ABOUT THIS TASK — For each line of the listing that holds "lane", show the full line.
:: RECORDS FOR THIS EXERCISE
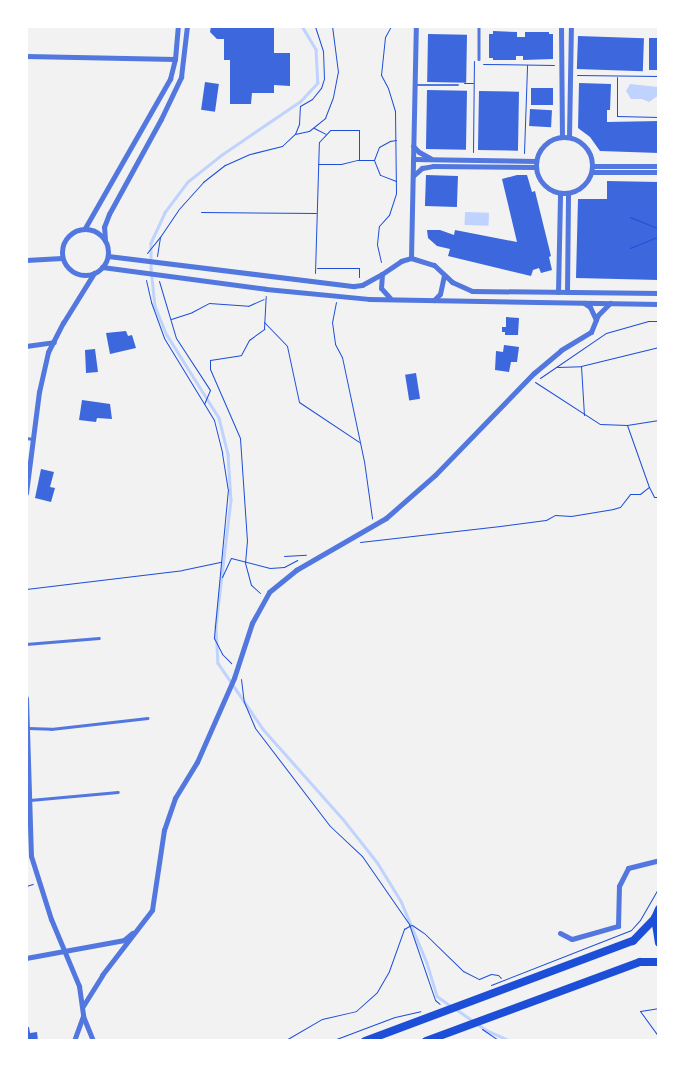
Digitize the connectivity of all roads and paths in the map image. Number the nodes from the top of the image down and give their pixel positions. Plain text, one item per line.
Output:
1 (178, 26) edge
2 (187, 26) edge
3 (315, 26) edge
4 (332, 26) edge
5 (391, 26) edge
6 (416, 26) edge
7 (480, 26) edge
8 (561, 26) edge
9 (572, 26) edge
10 (26, 56) edge
11 (474, 56) dead end
12 (175, 58) junction
13 (480, 59) dead end
14 (483, 64) dead end
15 (527, 65) junction
16 (557, 66) dead end
17 (571, 75) junction
18 (617, 76) junction
19 (659, 76) edge
20 (414, 85) junction
21 (458, 85) dead end
22 (659, 117) edge
23 (313, 127) junction
24 (296, 134) junction
25 (326, 134) junction
26 (562, 137) junction
27 (569, 137) junction
28 (396, 140) junction
29 (413, 146) junction
30 (473, 153) dead end
31 (524, 153) dead end
32 (413, 159) junction
33 (433, 159) junction
34 (359, 160) junction
35 (374, 160) junction
36 (536, 161) junction
37 (318, 164) junction
38 (659, 166) edge
39 (536, 167) junction
40 (592, 169) junction
41 (659, 172) edge
42 (413, 176) junction
43 (396, 181) junction
44 (560, 193) junction
45 (568, 193) junction
46 (201, 212) dead end
47 (317, 214) junction
48 (630, 217) dead end
49 (85, 228) junction
50 (659, 229) edge
51 (659, 236) edge
52 (160, 237) junction
53 (105, 240) junction
54 (630, 248) dead end
55 (108, 256) junction
56 (62, 258) junction
57 (411, 258) junction
58 (146, 259) dead end
59 (26, 260) edge
60 (156, 260) dead end
61 (381, 262) dead end
62 (102, 267) junction
63 (316, 268) junction
64 (94, 273) junction
65 (145, 274) dead end
66 (382, 274) junction
67 (157, 275) dead end
68 (444, 275) junction
69 (315, 276) dead end
70 (359, 278) dead end
71 (558, 292) junction
72 (567, 292) junction
73 (659, 293) edge
74 (266, 295) dead end
75 (337, 296) junction
76 (266, 298) junction
77 (393, 299) junction
78 (434, 300) junction
79 (582, 302) junction
80 (610, 303) junction
81 (659, 304) edge
82 (170, 319) junction
83 (596, 320) junction
84 (659, 321) edge
85 (264, 322) junction
86 (54, 342) junction
87 (26, 346) edge
88 (659, 347) edge
89 (581, 366) junction
90 (556, 367) junction
91 (528, 378) junction
92 (204, 404) junction
93 (584, 416) junction
94 (659, 420) edge
95 (627, 425) junction
96 (26, 438) edge
97 (33, 439) junction
98 (360, 443) junction
99 (648, 487) junction
100 (26, 493) edge
101 (659, 498) edge
102 (373, 525) junction
103 (358, 542) dead end
104 (284, 556) dead end
105 (319, 556) junction
106 (311, 561) junction
107 (222, 562) junction
108 (245, 562) junction
109 (220, 580) junction
110 (26, 590) edge
111 (266, 599) junction
112 (99, 638) dead end
113 (26, 644) edge
114 (237, 669) junction
115 (26, 698) edge
116 (148, 718) dead end
117 (28, 725) edge
118 (118, 792) dead end
119 (29, 800) junction
120 (659, 860) edge
121 (659, 887) edge
122 (659, 909) edge
123 (655, 918) junction
124 (410, 925) junction
125 (138, 928) junction
126 (560, 933) dead end
127 (659, 943) edge
128 (64, 950) junction
129 (26, 958) edge
130 (659, 962) edge
131 (502, 979) junction
132 (487, 987) dead end
133 (83, 1006) junction
134 (443, 1006) dead end
135 (659, 1008) edge
136 (410, 1015) dead end
137 (83, 1016) junction
138 (476, 1026) dead end
139 (659, 1037) edge
140 (74, 1041) edge
141 (93, 1041) edge
142 (284, 1041) edge
143 (331, 1041) edge
144 (365, 1041) edge
145 (426, 1041) edge
146 (500, 1041) edge

1 - 12 street
2 - 53 street
3 - 24 path
4 - 23 path
5 - 28 path
6 - 20 street
7 - 13 lane
8 - 26 street
9 - 17 street
10 - 12 street
11 - 30 path
12 - 49 street
14 - 15 path
15 - 16 path
15 - 31 path
17 - 18 path
17 - 27 street
18 - 19 path
18 - 22 path
20 - 21 lane
20 - 29 street
23 - 24 path
23 - 25 path
24 - 52 path
25 - 34 path
25 - 37 path
26 - 27 street
26 - 36 street
27 - 40 street
28 - 35 path
28 - 43 path
29 - 32 street
29 - 33 street
32 - 33 street
32 - 42 street
33 - 36 street
34 - 35 path
34 - 37 path
35 - 43 path
36 - 39 street
37 - 47 path
38 - 40 street
39 - 42 street
39 - 44 street
40 - 41 street
40 - 45 street
42 - 57 street
43 - 61 path
44 - 45 street
44 - 71 street
45 - 72 street
46 - 47 path
47 - 63 path
48 - 50 path
49 - 53 street
49 - 56 street
51 - 54 path
52 - 58 path
52 - 60 path
53 - 55 street
55 - 62 street
55 - 66 street
56 - 59 street
56 - 64 street
57 - 66 street
57 - 68 street
62 - 64 street
62 - 75 street
63 - 69 path
63 - 70 path
64 - 86 street
65 - 92 path
66 - 77 street
67 - 82 path
68 - 71 street
68 - 78 street
71 - 72 street
72 - 73 street
74 - 76 path
75 - 77 street
75 - 98 path
76 - 82 path
76 - 85 path
77 - 78 street
78 - 79 street
79 - 80 street
79 - 83 street
80 - 81 street
80 - 83 street
82 - 92 path
83 - 91 street
84 - 90 path
85 - 98 path
85 - 108 path
86 - 87 street
86 - 97 street
88 - 89 path
89 - 90 path
89 - 93 path
90 - 91 path
91 - 93 path
91 - 102 street
92 - 107 path
93 - 95 path
94 - 95 path
95 - 99 path
96 - 97 lane
97 - 100 street
98 - 102 path
99 - 101 path
99 - 103 path
102 - 105 street
104 - 105 path
105 - 106 street
106 - 108 path
106 - 111 street
107 - 109 path
107 - 110 path
108 - 109 path
108 - 111 path
109 - 114 path
111 - 114 street
112 - 113 lane
114 - 124 path
114 - 125 street
115 - 117 street
116 - 117 lane
117 - 119 street
118 - 119 lane
119 - 128 street
120 - 126 street
121 - 131 path
122 - 123 main road
123 - 127 main road
123 - 144 main road
124 - 131 path
124 - 134 path
124 - 142 path
125 - 128 street
125 - 133 street
128 - 129 street
128 - 133 street
130 - 145 main road
131 - 132 path
133 - 137 street
135 - 139 path
136 - 143 path
137 - 140 street
137 - 141 street
138 - 146 path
::::
SOLUTION TO THE PROBLEM —
7 - 13 lane
20 - 21 lane
96 - 97 lane
112 - 113 lane
116 - 117 lane
118 - 119 lane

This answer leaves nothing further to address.